▶ PROBLEM TO WORK ON: Print the data below exactly, but only the lines from the one containing "x y h add x" down to the one containing "4 setmiterlimit", inclusive.

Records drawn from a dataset
◇ ◇ ◇ ◇ ◇

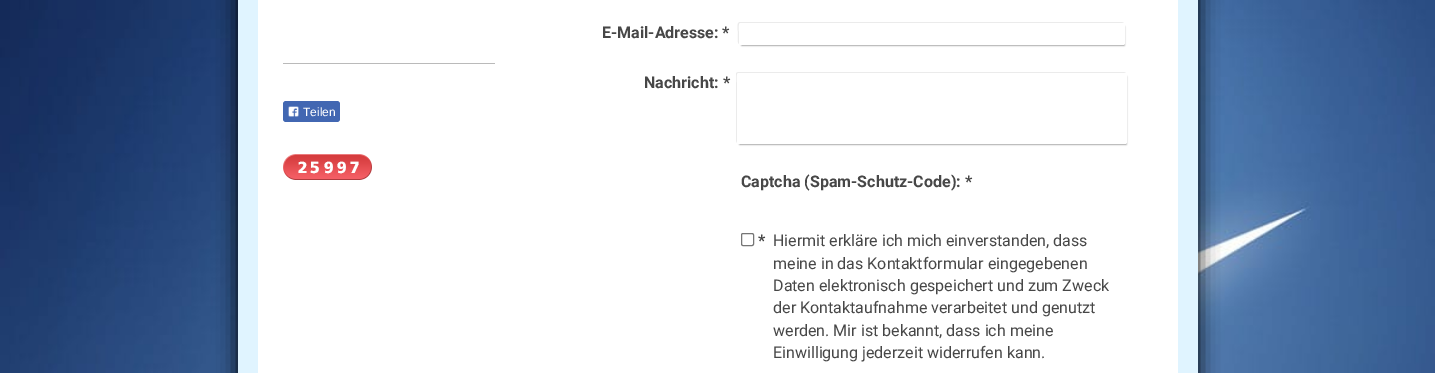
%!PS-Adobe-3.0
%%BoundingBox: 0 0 1435 373
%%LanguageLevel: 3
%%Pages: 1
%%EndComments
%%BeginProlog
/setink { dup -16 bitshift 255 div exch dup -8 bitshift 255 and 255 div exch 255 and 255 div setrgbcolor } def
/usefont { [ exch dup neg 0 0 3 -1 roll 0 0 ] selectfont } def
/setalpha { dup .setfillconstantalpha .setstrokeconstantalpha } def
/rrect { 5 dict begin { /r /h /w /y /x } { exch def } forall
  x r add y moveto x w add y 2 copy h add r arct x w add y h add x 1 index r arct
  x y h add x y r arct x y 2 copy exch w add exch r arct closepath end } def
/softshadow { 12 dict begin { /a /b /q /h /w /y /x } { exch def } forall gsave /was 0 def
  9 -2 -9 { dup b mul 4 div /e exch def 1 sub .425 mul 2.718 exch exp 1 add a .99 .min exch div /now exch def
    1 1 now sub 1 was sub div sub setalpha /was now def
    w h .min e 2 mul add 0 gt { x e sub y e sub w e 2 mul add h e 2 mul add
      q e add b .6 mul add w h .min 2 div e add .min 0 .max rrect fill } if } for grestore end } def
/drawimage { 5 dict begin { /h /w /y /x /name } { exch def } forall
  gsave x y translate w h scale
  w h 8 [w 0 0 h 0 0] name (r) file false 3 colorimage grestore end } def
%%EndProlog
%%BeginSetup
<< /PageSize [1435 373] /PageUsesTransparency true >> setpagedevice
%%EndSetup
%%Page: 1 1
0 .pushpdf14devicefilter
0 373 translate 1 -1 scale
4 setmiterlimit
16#FFFFFF setink
0 0 1435 373 rectfill
(img1.raw) 0 0 1435 373 drawimage
16#000000 setink
238 -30 960 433 0 10 1 softshadow
[
    [238 0 960 373 16#E0F4FF]
    [258 0 920 373 16#FFFFFF]
    [283 63 212 1 16#BABABA]
] { aload pop setink rectfill } forall
16#4267B2 setink
283 101 57 21 3 rrect fill
(img2.raw) 288 106 11 11 drawimage
/LiberationSans-Regular 12 usefont
16#FFFFFF setink
303 116 moveto (Teilen) show
(img3.raw) 283 154 12 26 drawimage
(img4.raw) 295 154 13 26 drawimage
(img5.raw) 308 154 13 26 drawimage
(img6.raw) 321 154 13 26 drawimage
(img6.raw) 334 154 13 26 drawimage
(img7.raw) 347 154 13 26 drawimage
(img8.raw) 360 154 12 26 drawimage
16#EBEBEB setink
740 22 moveto 736 22 738 31 738 33 curveto 738 35 737 43 739 44 curveto 739 34 lineto 739 32 737 23 741 23 curveto 1124 23 lineto 1122 22 lineto closepath fill
16#000000 setink
742 27 382 18 0 1 0.8 softshadow
/Roboto-Bold 16 usefont
16#474747 setink
602 38 moveto (E-Mail-Adresse: *) show
16#FFFFFF setink
739 23 386 22 2 rrect fill
16#EBEBEB setink
738 72 moveto 736 73 lineto 736 141 lineto 737 143 lineto 737 86 lineto 737 82 735 73 739 73 curveto 1126 73 lineto 1124 72 lineto closepath fill
16#000000 setink
740 77 386 67 0 1 0.8 softshadow
16#474747 setink
644 88 moveto (Nachricht: *) show
16#FFFFFF setink
737 73 390 71 2 rrect fill
16#474747 setink
741 187 moveto (Captcha \(Spam-Schutz-Code\): *) show
16#767676 setink
741.5 233.5 12 12 1.5 rrect stroke
16#474747 setink
758 246 moveto (*) show
/Roboto-Regular 16 usefont
[
    [(Hiermit erkläre ich mich einverstanden, dass) 773 246]
    [(meine in das Kontaktformular eingegebenen) 773 269]
    [(Daten elektronisch gespeichert und zum Zweck) 773 291]
    [(der Kontaktaufnahme verarbeitet und genutzt) 773 313]
    [(werden. Mir ist bekannt, dass ich meine) 773 336]
    [(Einwilligung jederzeit widerrufen kann.) 773 358]
] { aload pop moveto show } forall
.poppdf14devicefilter showpage
%%EOF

◇ ◇ ◇ ◇ ◇

▶ EXERCISE RESULT:
  x y h add x y r arct x y 2 copy exch w add exch r arct closepath end } def
/softshadow { 12 dict begin { /a /b /q /h /w /y /x } { exch def } forall gsave /was 0 def
  9 -2 -9 { dup b mul 4 div /e exch def 1 sub .425 mul 2.718 exch exp 1 add a .99 .min exch div /now exch def
    1 1 now sub 1 was sub div sub setalpha /was now def
    w h .min e 2 mul add 0 gt { x e sub y e sub w e 2 mul add h e 2 mul add
      q e add b .6 mul add w h .min 2 div e add .min 0 .max rrect fill } if } for grestore end } def
/drawimage { 5 dict begin { /h /w /y /x /name } { exch def } forall
  gsave x y translate w h scale
  w h 8 [w 0 0 h 0 0] name (r) file false 3 colorimage grestore end } def
%%EndProlog
%%BeginSetup
<< /PageSize [1435 373] /PageUsesTransparency true >> setpagedevice
%%EndSetup
%%Page: 1 1
0 .pushpdf14devicefilter
0 373 translate 1 -1 scale
4 setmiterlimit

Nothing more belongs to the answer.